- _Instructions to follow_
Give, as a bare number, the count of lines below that contain "Bedlington".

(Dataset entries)
----
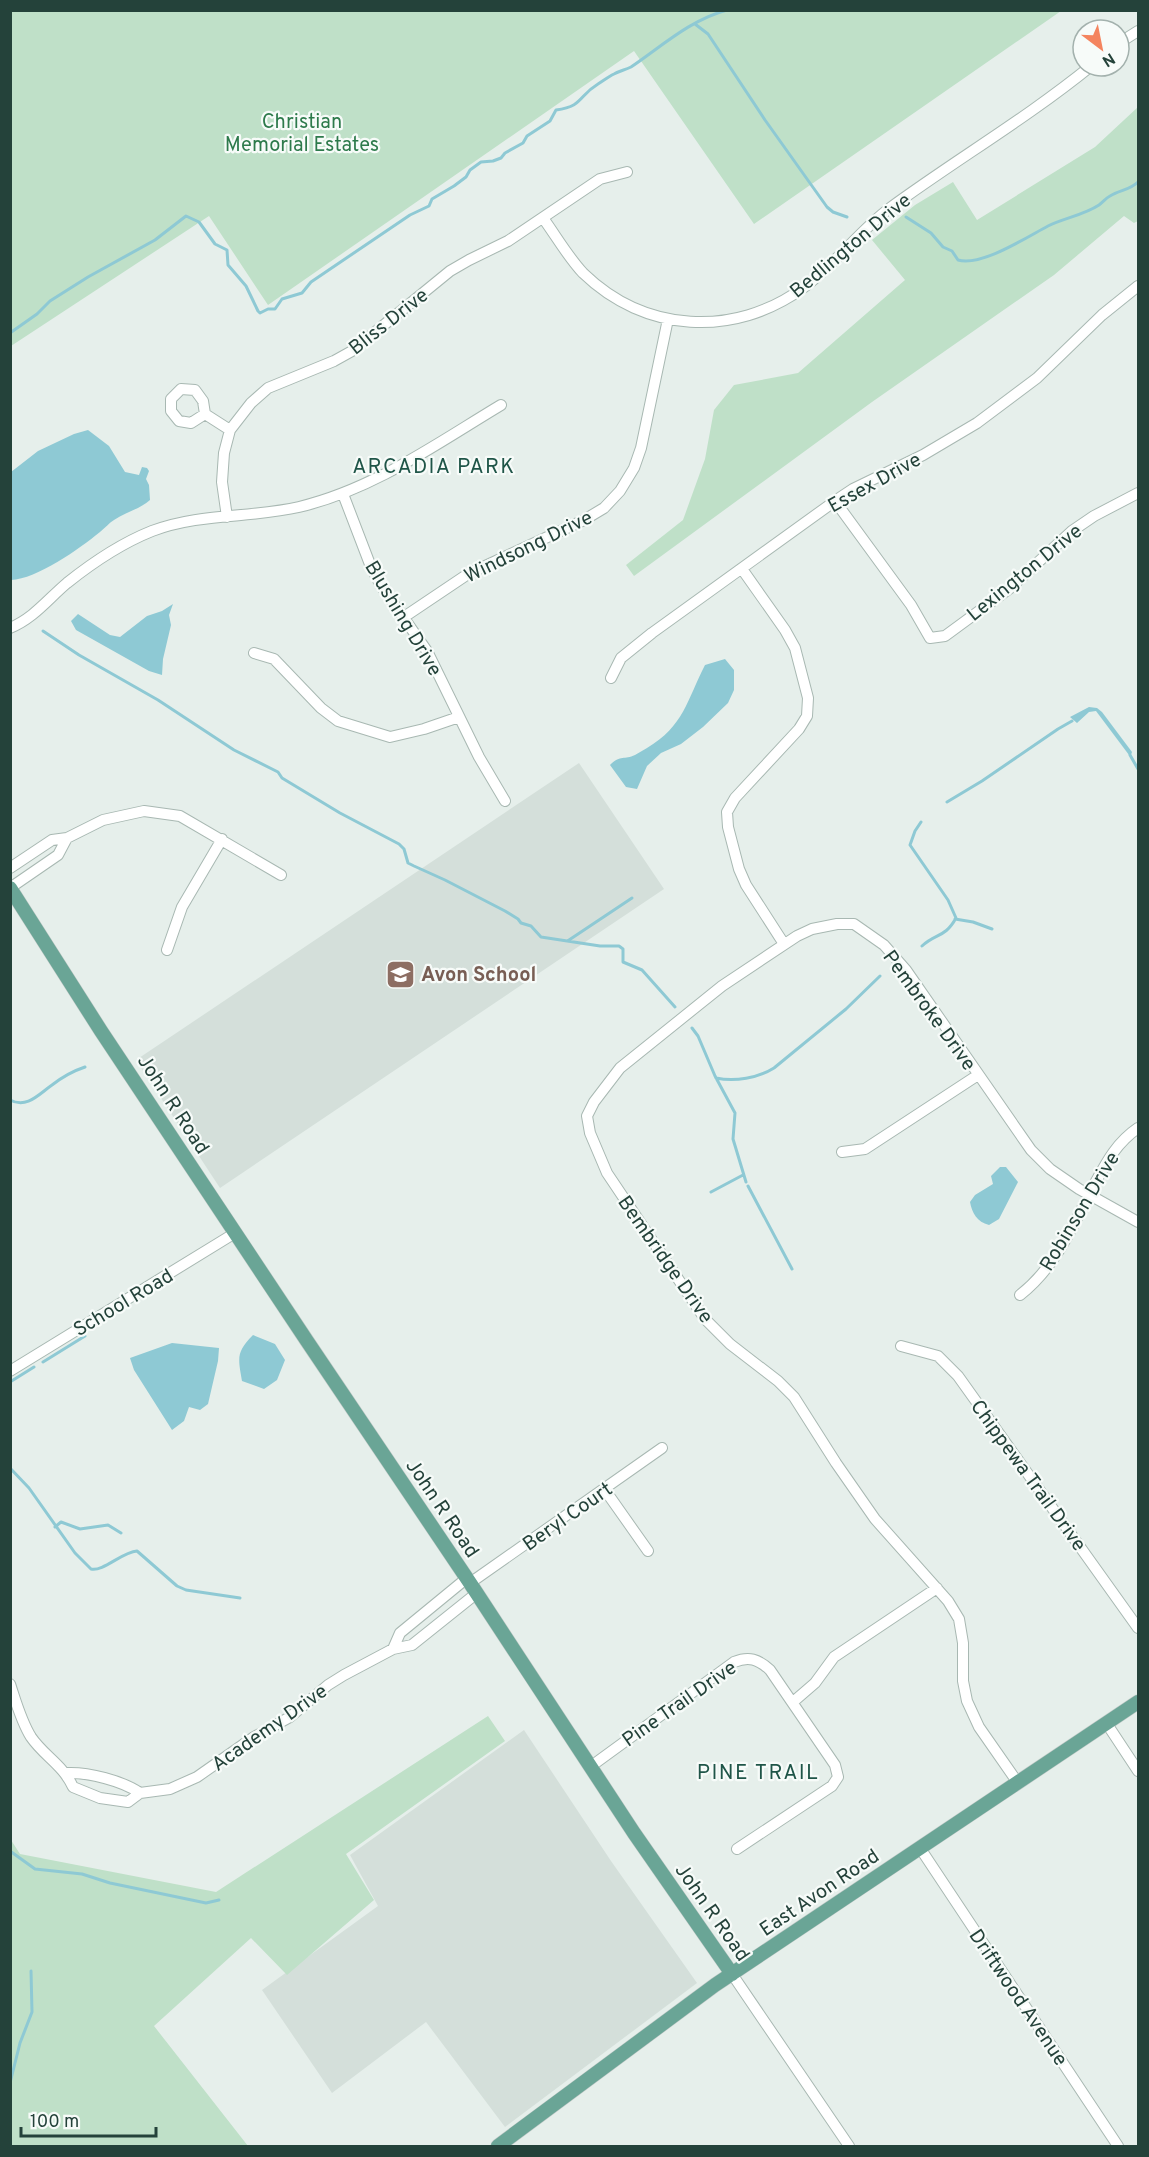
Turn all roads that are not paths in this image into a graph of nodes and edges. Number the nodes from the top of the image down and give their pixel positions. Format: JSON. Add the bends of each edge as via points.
{"nodes":[{"id":1,"x":1075,"y":78,"type":"edge"},
{"id":2,"x":627,"y":172,"type":"dead end"},
{"id":3,"x":543,"y":218,"type":"junction"},
{"id":4,"x":1138,"y":286,"type":"edge"},
{"id":5,"x":668,"y":319,"type":"junction"},
{"id":6,"x":501,"y":405,"type":"dead end"},
{"id":7,"x":205,"y":414,"type":"dead end"},
{"id":8,"x":230,"y":430,"type":"junction"},
{"id":9,"x":1138,"y":493,"type":"edge"},
{"id":10,"x":343,"y":495,"type":"junction"},
{"id":11,"x":836,"y":501,"type":"junction"},
{"id":12,"x":226,"y":517,"type":"junction"},
{"id":13,"x":742,"y":569,"type":"junction"},
{"id":14,"x":404,"y":617,"type":"junction"},
{"id":15,"x":10,"y":628,"type":"edge"},
{"id":16,"x":254,"y":652,"type":"dead end"},
{"id":17,"x":611,"y":678,"type":"dead end"},
{"id":18,"x":459,"y":717,"type":"junction"},
{"id":19,"x":505,"y":801,"type":"dead end"},
{"id":20,"x":67,"y":838,"type":"junction"},
{"id":21,"x":222,"y":839,"type":"junction"},
{"id":22,"x":10,"y":868,"type":"edge"},
{"id":23,"x":281,"y":874,"type":"dead end"},
{"id":24,"x":10,"y":888,"type":"edge"},
{"id":25,"x":784,"y":944,"type":"junction"},
{"id":26,"x":167,"y":950,"type":"dead end"},
{"id":27,"x":978,"y":1075,"type":"junction"},
{"id":28,"x":1138,"y":1128,"type":"edge"},
{"id":29,"x":843,"y":1152,"type":"dead end"},
{"id":30,"x":1089,"y":1194,"type":"junction"},
{"id":31,"x":1138,"y":1222,"type":"edge"},
{"id":32,"x":235,"y":1233,"type":"junction"},
{"id":33,"x":1020,"y":1295,"type":"dead end"},
{"id":34,"x":901,"y":1346,"type":"dead end"},
{"id":35,"x":10,"y":1371,"type":"edge"},
{"id":36,"x":662,"y":1448,"type":"dead end"},
{"id":37,"x":605,"y":1490,"type":"junction"},
{"id":38,"x":648,"y":1551,"type":"dead end"},
{"id":39,"x":471,"y":1585,"type":"junction"},
{"id":40,"x":937,"y":1588,"type":"junction"},
{"id":41,"x":1138,"y":1628,"type":"edge"},
{"id":42,"x":393,"y":1649,"type":"junction"},
{"id":43,"x":10,"y":1684,"type":"edge"},
{"id":44,"x":793,"y":1702,"type":"junction"},
{"id":45,"x":1138,"y":1702,"type":"edge"},
{"id":46,"x":1107,"y":1724,"type":"junction"},
{"id":47,"x":590,"y":1767,"type":"junction"},
{"id":48,"x":1138,"y":1771,"type":"edge"},
{"id":49,"x":67,"y":1773,"type":"junction"},
{"id":50,"x":1018,"y":1783,"type":"junction"},
{"id":51,"x":140,"y":1793,"type":"junction"},
{"id":52,"x":920,"y":1848,"type":"junction"},
{"id":53,"x":737,"y":1849,"type":"dead end"},
{"id":54,"x":732,"y":1974,"type":"junction"},
{"id":55,"x":498,"y":2146,"type":"edge"},
{"id":56,"x":848,"y":2146,"type":"edge"},
{"id":57,"x":1118,"y":2146,"type":"edge"}],
"edges":[{"from":1,"to":5,"type":"street","name":"Bedlington Drive","via":[[886,211],[790,297],[727,321]]},
{"from":2,"to":3,"type":"street","name":"Bliss Drive","via":[[600,179]]},
{"from":3,"to":5,"type":"street","name":"Bedlington Drive","via":[[582,272],[603,290],[639,310]]},
{"from":3,"to":8,"type":"street","name":"Bliss Drive","via":[[450,271],[352,351],[268,388]]},
{"from":4,"to":11,"type":"street","name":"Essex Drive","via":[[1037,378],[977,423]]},
{"from":5,"to":14,"type":"street","name":"Windsong Drive","via":[[641,448],[620,491],[604,508],[584,520],[468,574]]},
{"from":6,"to":10,"type":"street","via":[[393,470]]},
{"from":7,"to":8,"type":"street"},
{"from":8,"to":12,"type":"street","name":"Bliss Drive","via":[[222,482]]},
{"from":9,"to":11,"type":"street","name":"Lexington Drive","via":[[1075,529],[1025,576],[945,636],[930,638],[911,605]]},
{"from":10,"to":12,"type":"street","via":[[278,512]]},
{"from":10,"to":14,"type":"street","name":"Blushing Drive","via":[[371,567]]},
{"from":11,"to":13,"type":"street","name":"Essex Drive"},
{"from":12,"to":15,"type":"street","via":[[185,522],[152,531],[126,544],[67,583],[33,615]]},
{"from":13,"to":17,"type":"street","name":"Essex Drive","via":[[621,658]]},
{"from":13,"to":25,"type":"street","via":[[795,648],[808,698],[807,716],[799,729],[735,798],[727,812],[739,870]]},
{"from":14,"to":18,"type":"street","name":"Blushing Drive","via":[[428,651]]},
{"from":16,"to":18,"type":"street","via":[[274,659],[338,721],[390,736]]},
{"from":18,"to":19,"type":"street","name":"Blushing Drive"},
{"from":20,"to":21,"type":"street","via":[[103,820],[144,811],[180,816]]},
{"from":20,"to":22,"type":"street","via":[[52,840]]},
{"from":20,"to":24,"type":"street","via":[[58,855]]},
{"from":21,"to":23,"type":"street"},
{"from":21,"to":26,"type":"street","via":[[182,907]]},
{"from":24,"to":32,"type":"main road","name":"John R Road"},
{"from":25,"to":27,"type":"street","name":"Pembroke Drive","via":[[812,929],[837,924],[854,924],[870,934],[906,970]]},
{"from":25,"to":40,"type":"street","name":"Bembridge Drive","via":[[722,986],[620,1068],[586,1116],[590,1133],[607,1173],[705,1319],[794,1397],[875,1519]]},
{"from":27,"to":29,"type":"street","via":[[865,1149]]},
{"from":27,"to":30,"type":"street","name":"Pembroke Drive","via":[[1031,1150],[1050,1169]]},
{"from":28,"to":30,"type":"street","name":"Robinson Drive","via":[[1113,1150]]},
{"from":30,"to":31,"type":"street","name":"Pembroke Drive"},
{"from":30,"to":33,"type":"street","name":"Robinson Drive","via":[[1053,1262]]},
{"from":32,"to":35,"type":"street","name":"School Road"},
{"from":32,"to":39,"type":"main road","name":"John R Road"},
{"from":34,"to":41,"type":"street","name":"Chippewa Trail Drive","via":[[938,1356],[958,1376]]},
{"from":36,"to":37,"type":"street","name":"Beryl Court"},
{"from":37,"to":38,"type":"street"},
{"from":37,"to":39,"type":"street","name":"Beryl Court"},
{"from":39,"to":42,"type":"street","name":"Academy Drive","via":[[400,1633]]},
{"from":39,"to":42,"type":"street","name":"Academy Drive","via":[[412,1646]]},
{"from":39,"to":47,"type":"main road","name":"John R Road"},
{"from":40,"to":44,"type":"street","via":[[834,1657],[815,1683]]},
{"from":40,"to":50,"type":"street","name":"Bembridge Drive","via":[[959,1619],[967,1701],[979,1727]]},
{"from":42,"to":51,"type":"street","name":"Academy Drive","via":[[328,1685],[290,1718],[254,1737],[197,1777],[170,1789]]},
{"from":43,"to":49,"type":"street","name":"Academy Drive","via":[[32,1738]]},
{"from":44,"to":47,"type":"street","name":"Pine Trail Drive","via":[[761,1661],[745,1658],[734,1662]]},
{"from":44,"to":53,"type":"street","name":"Pine Trail Drive","via":[[835,1765],[838,1777],[832,1786]]},
{"from":45,"to":46,"type":"main road","name":"East Avon Road"},
{"from":46,"to":48,"type":"street"},
{"from":46,"to":50,"type":"main road","name":"East Avon Road"},
{"from":47,"to":54,"type":"main road","name":"John R Road"},
{"from":49,"to":51,"type":"street","via":[[79,1772],[129,1785]]},
{"from":49,"to":51,"type":"street","name":"Academy Drive","via":[[73,1787],[100,1798],[128,1802]]},
{"from":50,"to":52,"type":"main road","name":"East Avon Road"},
{"from":52,"to":54,"type":"main road","name":"East Avon Road"},
{"from":52,"to":57,"type":"street","name":"Driftwood Avenue"},
{"from":54,"to":55,"type":"main road","name":"East Avon Road"},
{"from":54,"to":56,"type":"street","name":"John R Road"}]}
----
- _Solution to this task_
2